#### [Work to complete]
From the listing below, pick out each line with the word "then".

══ Available data ══

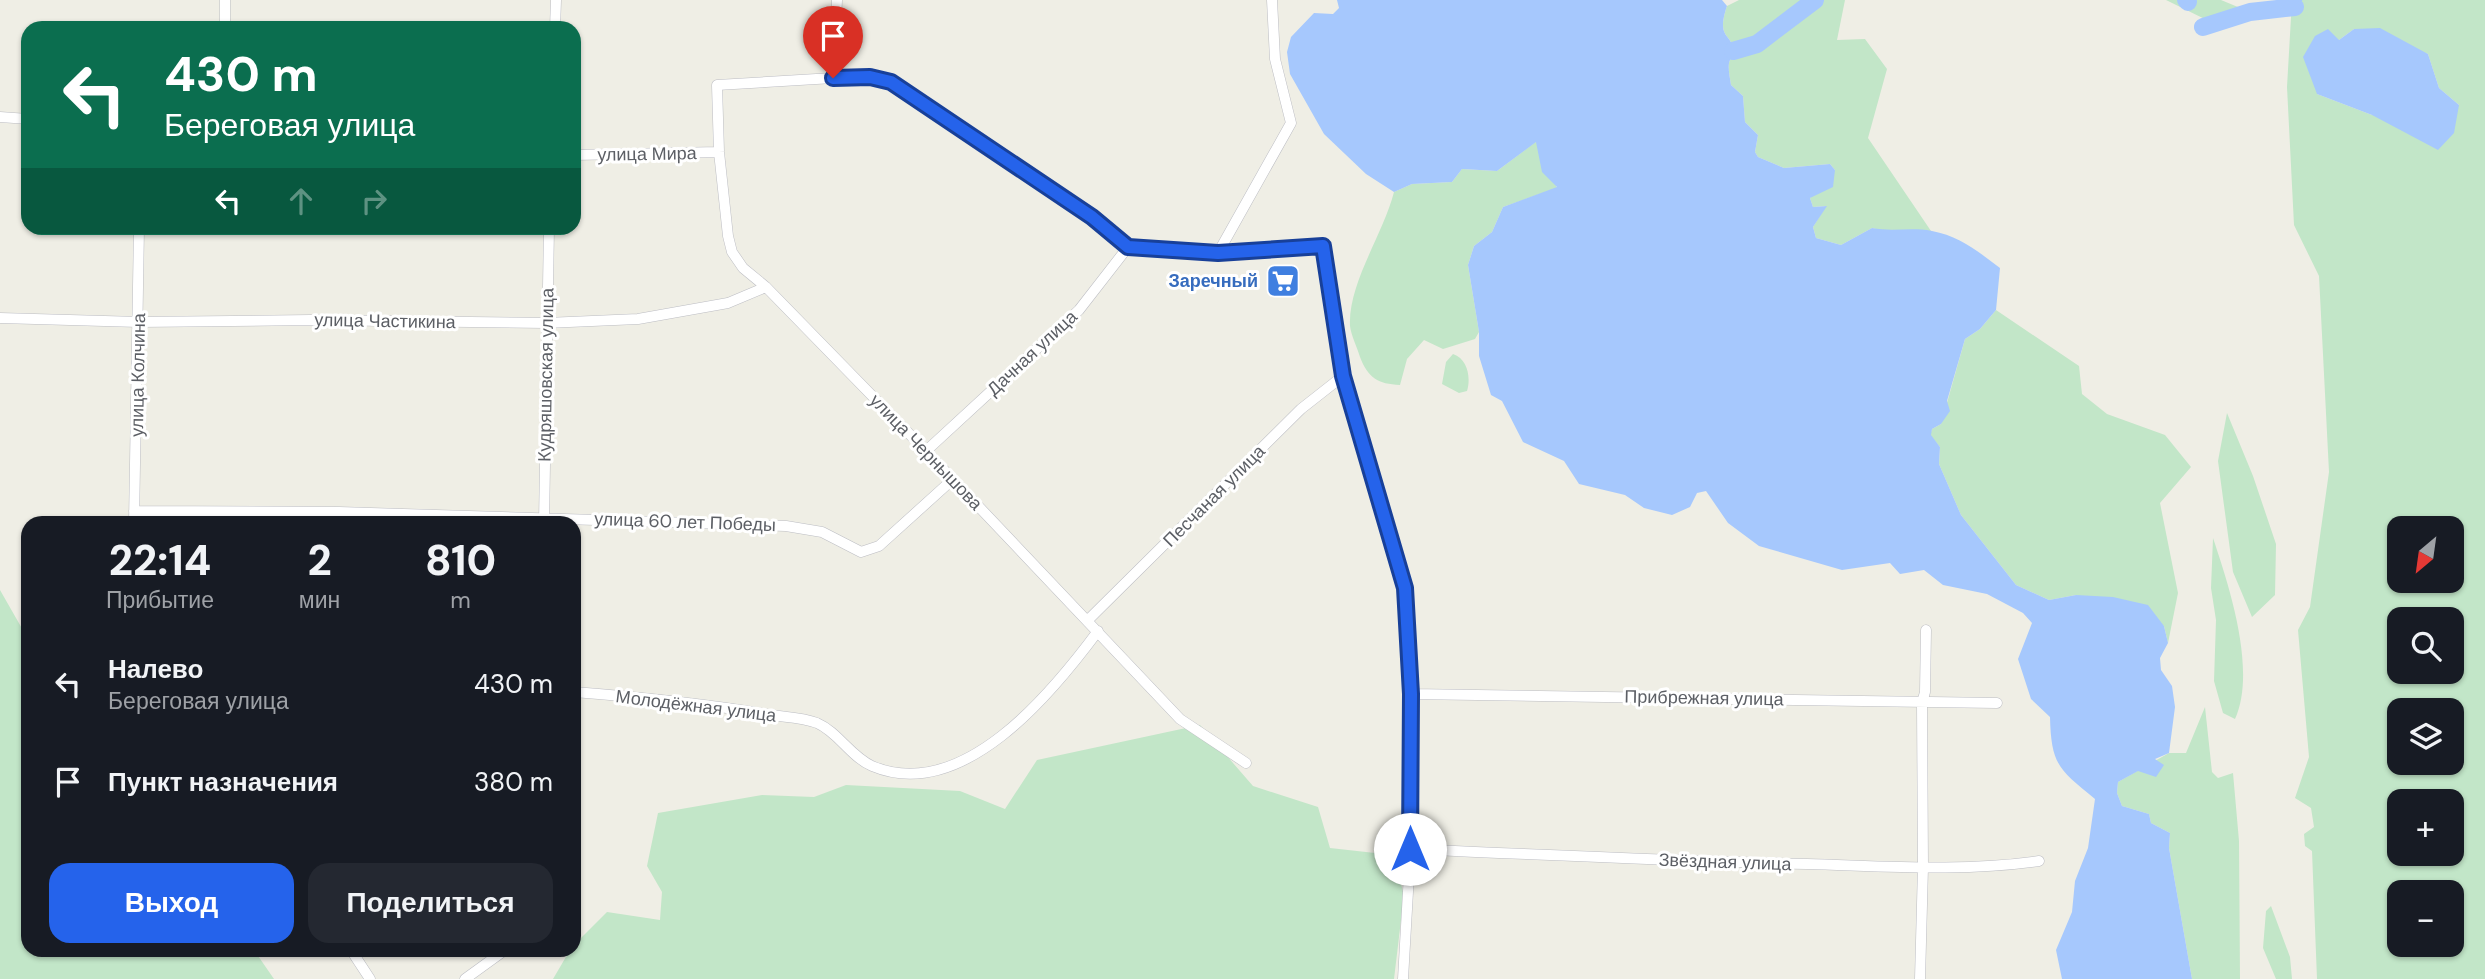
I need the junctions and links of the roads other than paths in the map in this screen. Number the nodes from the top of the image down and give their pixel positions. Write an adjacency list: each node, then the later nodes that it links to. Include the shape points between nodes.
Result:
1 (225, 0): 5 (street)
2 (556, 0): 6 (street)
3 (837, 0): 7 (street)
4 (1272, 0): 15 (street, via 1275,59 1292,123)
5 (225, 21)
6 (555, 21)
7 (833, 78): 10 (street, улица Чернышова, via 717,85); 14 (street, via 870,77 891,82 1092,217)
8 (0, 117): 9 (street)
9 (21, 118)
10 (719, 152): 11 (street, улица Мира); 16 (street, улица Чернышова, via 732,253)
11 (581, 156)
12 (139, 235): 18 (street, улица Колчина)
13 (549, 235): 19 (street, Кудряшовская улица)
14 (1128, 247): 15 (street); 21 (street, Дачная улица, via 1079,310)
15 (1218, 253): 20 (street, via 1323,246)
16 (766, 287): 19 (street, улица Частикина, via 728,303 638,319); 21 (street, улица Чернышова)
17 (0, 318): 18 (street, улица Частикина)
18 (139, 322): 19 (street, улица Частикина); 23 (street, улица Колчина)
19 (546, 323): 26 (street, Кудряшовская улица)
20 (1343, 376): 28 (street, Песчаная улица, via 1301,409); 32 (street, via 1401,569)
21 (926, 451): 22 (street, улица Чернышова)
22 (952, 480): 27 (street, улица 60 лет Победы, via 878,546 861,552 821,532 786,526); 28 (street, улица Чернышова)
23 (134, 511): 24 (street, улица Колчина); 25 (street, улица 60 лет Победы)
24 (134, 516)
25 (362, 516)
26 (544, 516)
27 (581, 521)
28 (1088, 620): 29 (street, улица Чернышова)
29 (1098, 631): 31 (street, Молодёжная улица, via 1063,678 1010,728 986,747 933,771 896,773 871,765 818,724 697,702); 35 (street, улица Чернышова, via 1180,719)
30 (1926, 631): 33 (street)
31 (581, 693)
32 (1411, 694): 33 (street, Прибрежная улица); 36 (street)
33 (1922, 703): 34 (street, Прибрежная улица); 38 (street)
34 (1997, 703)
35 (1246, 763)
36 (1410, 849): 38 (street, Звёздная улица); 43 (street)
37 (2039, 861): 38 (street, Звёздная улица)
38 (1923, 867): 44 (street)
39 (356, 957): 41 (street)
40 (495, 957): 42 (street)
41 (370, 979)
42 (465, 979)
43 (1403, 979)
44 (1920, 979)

═══
══ Available data ══

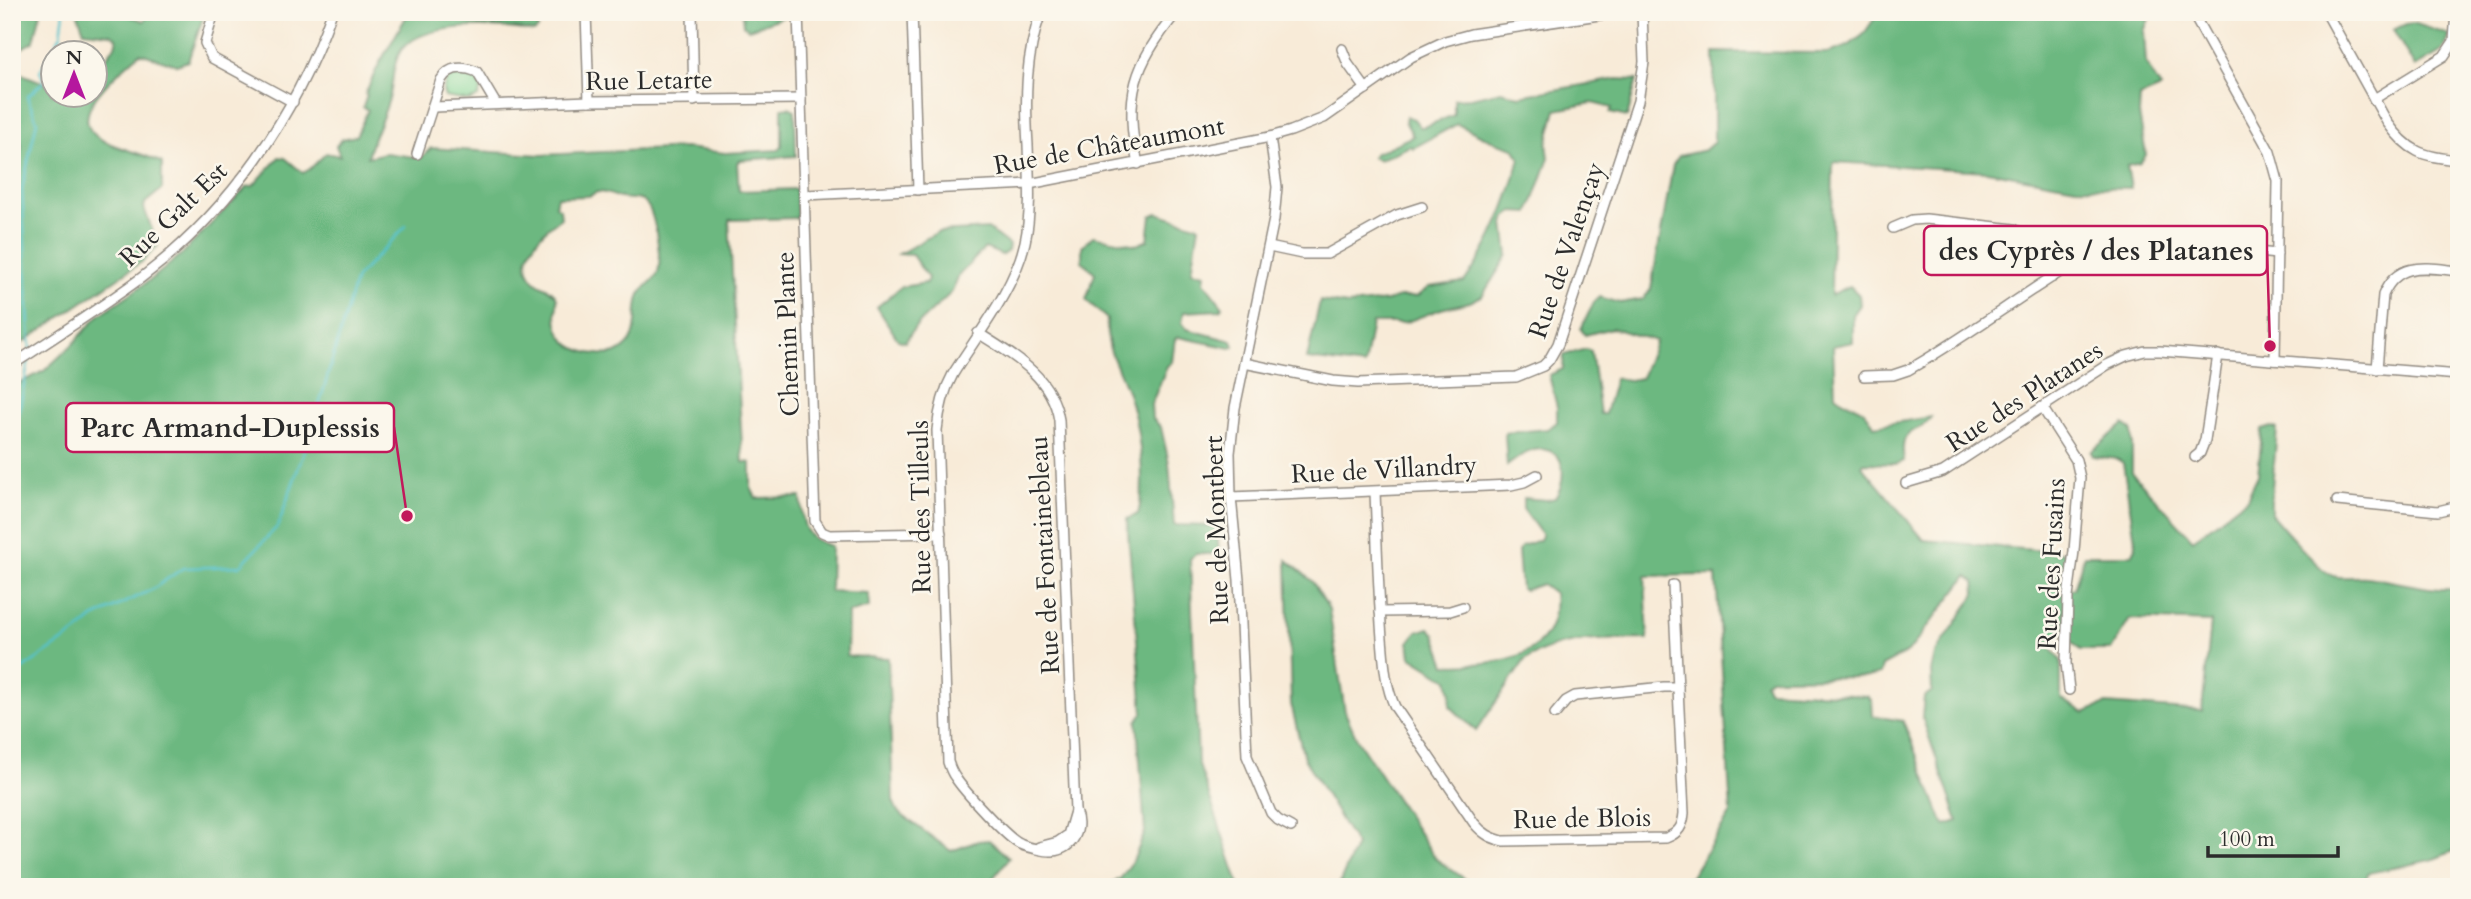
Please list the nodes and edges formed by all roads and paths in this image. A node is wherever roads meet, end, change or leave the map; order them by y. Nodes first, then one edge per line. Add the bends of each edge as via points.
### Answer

═══

#### [The answer]
I need the junctions and links of the roads other than paths in the map in this screen. Number the nodes from the top of the image down and give their pixel positions. Write an adjacency list: each node, then the later nodes that it links to. Include the shape points between nodes.
Please list the nodes and edges formed by all roads and paths in this image. A node is wherever roads meet, end, change or leave the map; order them by y. Nodes first, then one edge per line. Add the bends of each edge as via points.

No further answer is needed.